TOKYO (Reuters) - The Bank of Japan could face criticism from U.S. President Donald Trump as keeping the yen artificially weak if it persists in maintaining ultra-loose policy until its elusive inflation target is met, Japan’s former top currency diplomat said.
Rather than considering its target as a rigid one, the BOJ should communicate by the end of this year a plan on when and how it could whittle down its massive stimulus program, Hiroshi Watanabe said on Thursday.
Watanabe, who retains close contact with international financial diplomats, said the BOJ may struggle to justify its policy of capping yields at zero with the economy in good shape and the job market near full employment.
“The BOJ may say it’s capping yields at zero because inflation is distant from its 2 percent target. But if the economy is growing at, say 1.3 or 1.4 percent, the United States may not buy that argument,” Watanabe told Reuters.

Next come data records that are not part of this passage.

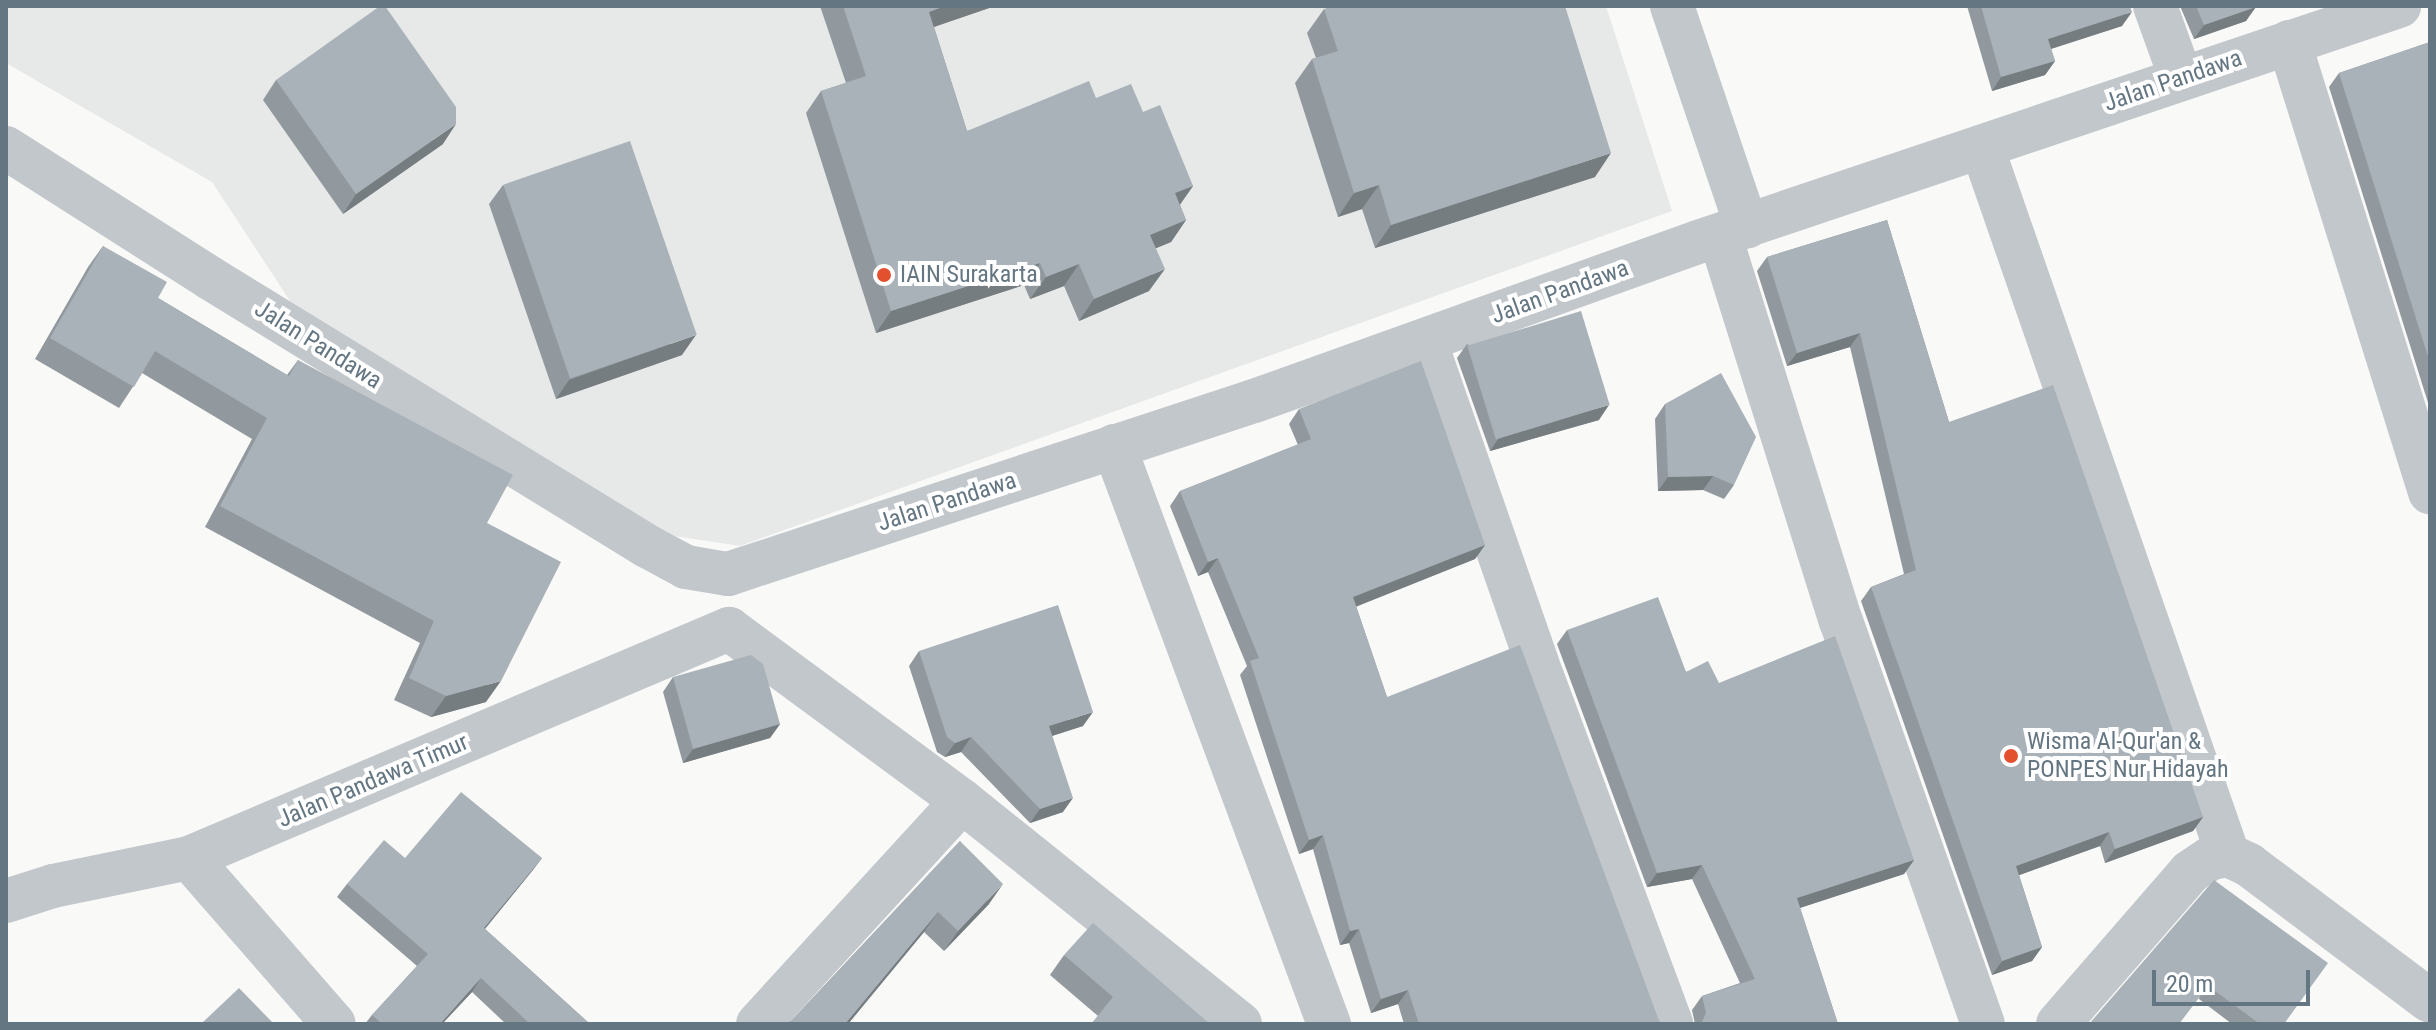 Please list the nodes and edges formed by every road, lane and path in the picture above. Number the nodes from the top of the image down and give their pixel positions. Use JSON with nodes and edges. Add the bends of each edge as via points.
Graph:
{"nodes":[{"id":1,"x":1672,"y":6,"type":"edge"},
{"id":2,"x":2155,"y":6,"type":"edge"},
{"id":3,"x":2399,"y":6,"type":"edge"},
{"id":4,"x":2289,"y":42,"type":"junction"},
{"id":5,"x":2181,"y":78,"type":"junction"},
{"id":6,"x":1982,"y":147,"type":"junction"},
{"id":7,"x":6,"y":148,"type":"edge"},
{"id":8,"x":1733,"y":231,"type":"junction"},
{"id":9,"x":1425,"y":341,"type":"junction"},
{"id":10,"x":1114,"y":446,"type":"junction"},
{"id":11,"x":2430,"y":492,"type":"edge"},
{"id":12,"x":720,"y":575,"type":"junction"},
{"id":13,"x":729,"y":629,"type":"junction"},
{"id":14,"x":962,"y":801,"type":"junction"},
{"id":15,"x":2228,"y":855,"type":"junction"},
{"id":16,"x":189,"y":858,"type":"junction"},
{"id":17,"x":6,"y":901,"type":"edge"},
{"id":18,"x":2430,"y":1001,"type":"edge"},
{"id":19,"x":1224,"y":1019,"type":"edge"},
{"id":20,"x":334,"y":1024,"type":"edge"},
{"id":21,"x":758,"y":1024,"type":"edge"},
{"id":22,"x":1329,"y":1024,"type":"edge"},
{"id":23,"x":1671,"y":1024,"type":"edge"},
{"id":24,"x":1983,"y":1024,"type":"edge"},
{"id":25,"x":2058,"y":1024,"type":"edge"}],
"edges":[{"from":1,"to":8,"type":"street"},
{"from":2,"to":5,"type":"street"},
{"from":3,"to":4,"type":"street","name":"Jalan Pandawa"},
{"from":4,"to":5,"type":"street","name":"Jalan Pandawa"},
{"from":4,"to":11,"type":"street"},
{"from":5,"to":6,"type":"street","name":"Jalan Pandawa"},
{"from":6,"to":8,"type":"street","name":"Jalan Pandawa"},
{"from":6,"to":15,"type":"street"},
{"from":7,"to":12,"type":"street","name":"Jalan Pandawa","via":[[647,546],[686,567]]},
{"from":8,"to":9,"type":"street","name":"Jalan Pandawa"},
{"from":8,"to":24,"type":"street","via":[[1841,621]]},
{"from":9,"to":10,"type":"street","name":"Jalan Pandawa"},
{"from":9,"to":23,"type":"street"},
{"from":10,"to":12,"type":"street","name":"Jalan Pandawa"},
{"from":10,"to":22,"type":"street"},
{"from":12,"to":13,"type":"street"},
{"from":13,"to":14,"type":"street"},
{"from":13,"to":16,"type":"street","name":"Jalan Pandawa Timur"},
{"from":14,"to":19,"type":"street"},
{"from":14,"to":21,"type":"street"},
{"from":15,"to":18,"type":"street","via":[[2249,865]]},
{"from":15,"to":25,"type":"street","via":[[2211,858],[2190,872]]},
{"from":16,"to":17,"type":"street","name":"Jalan Pandawa Timur"},
{"from":16,"to":20,"type":"street"}]}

“Keeping yields at zero for too long could draw U.S. calls the BOJ is focusing more on currencies rather than inflation. The United States may not say directly the BOJ is resorting to currency manipulation, but could signal as such.”

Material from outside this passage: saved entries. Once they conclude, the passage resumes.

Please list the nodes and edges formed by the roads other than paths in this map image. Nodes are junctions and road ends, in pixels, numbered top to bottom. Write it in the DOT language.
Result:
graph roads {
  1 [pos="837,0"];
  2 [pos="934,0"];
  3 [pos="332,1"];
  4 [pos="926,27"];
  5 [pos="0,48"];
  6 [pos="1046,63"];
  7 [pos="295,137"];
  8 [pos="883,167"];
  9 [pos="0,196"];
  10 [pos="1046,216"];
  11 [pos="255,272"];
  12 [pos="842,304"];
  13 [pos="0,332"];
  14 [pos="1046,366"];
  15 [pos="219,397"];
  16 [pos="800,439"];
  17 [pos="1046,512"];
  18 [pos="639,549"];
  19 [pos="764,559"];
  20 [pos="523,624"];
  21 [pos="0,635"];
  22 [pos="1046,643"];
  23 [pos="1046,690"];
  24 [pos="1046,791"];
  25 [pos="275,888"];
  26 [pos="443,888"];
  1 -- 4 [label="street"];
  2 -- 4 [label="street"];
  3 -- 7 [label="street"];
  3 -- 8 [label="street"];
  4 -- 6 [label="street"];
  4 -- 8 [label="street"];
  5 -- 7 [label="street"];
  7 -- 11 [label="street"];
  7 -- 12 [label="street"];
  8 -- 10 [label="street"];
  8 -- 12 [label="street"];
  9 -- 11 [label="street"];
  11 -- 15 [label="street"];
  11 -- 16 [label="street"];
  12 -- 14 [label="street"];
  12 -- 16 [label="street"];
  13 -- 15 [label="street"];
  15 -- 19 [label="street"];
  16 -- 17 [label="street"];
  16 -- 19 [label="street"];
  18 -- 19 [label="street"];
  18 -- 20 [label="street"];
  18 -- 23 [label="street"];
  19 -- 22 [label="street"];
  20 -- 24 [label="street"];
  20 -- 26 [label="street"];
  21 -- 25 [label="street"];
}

Japan is safe now but could face such criticism from Trump if the dollar rises to around 115 yen and U.S.-Japanese interest rate differentials widen to around 350 basis points, he said.
“The BOJ should be mindful that at some point, the United States could argue that it’s using monetary policy” to keep the yen weak, Watanabe added.
The dollar is currently around 106 yen.
Global markets were shaken this month when Trump moved to impose tariffs on Chinese goods and Beijing threatened similar measures, stoking fears of a global trade war and bolstering demand for the safe-haven yen.
Japanese policymakers worry that Trump could use a similar approach he took against South Korea, which agreed on a trade pact with a side deal to deter competitive currency devaluation.
The BOJ deployed a massive asset-buying program in 2013 to achieve its 2 percent inflation target, which helped reflate growth by boosting manufacturers’ profits via a weak yen.
With inflation still distant from its target, however, the BOJ revamped its policy framework to one targeting interest rates from the pace of money printing. It now guides short-term rates at minus 0.1 percent and long-term rates around zero percent.
The BOJ argues its policy is aimed at hitting its price goal and not at weakening the yen, though Trump had accused Japan in the past of using “money supply” to devalue its currency.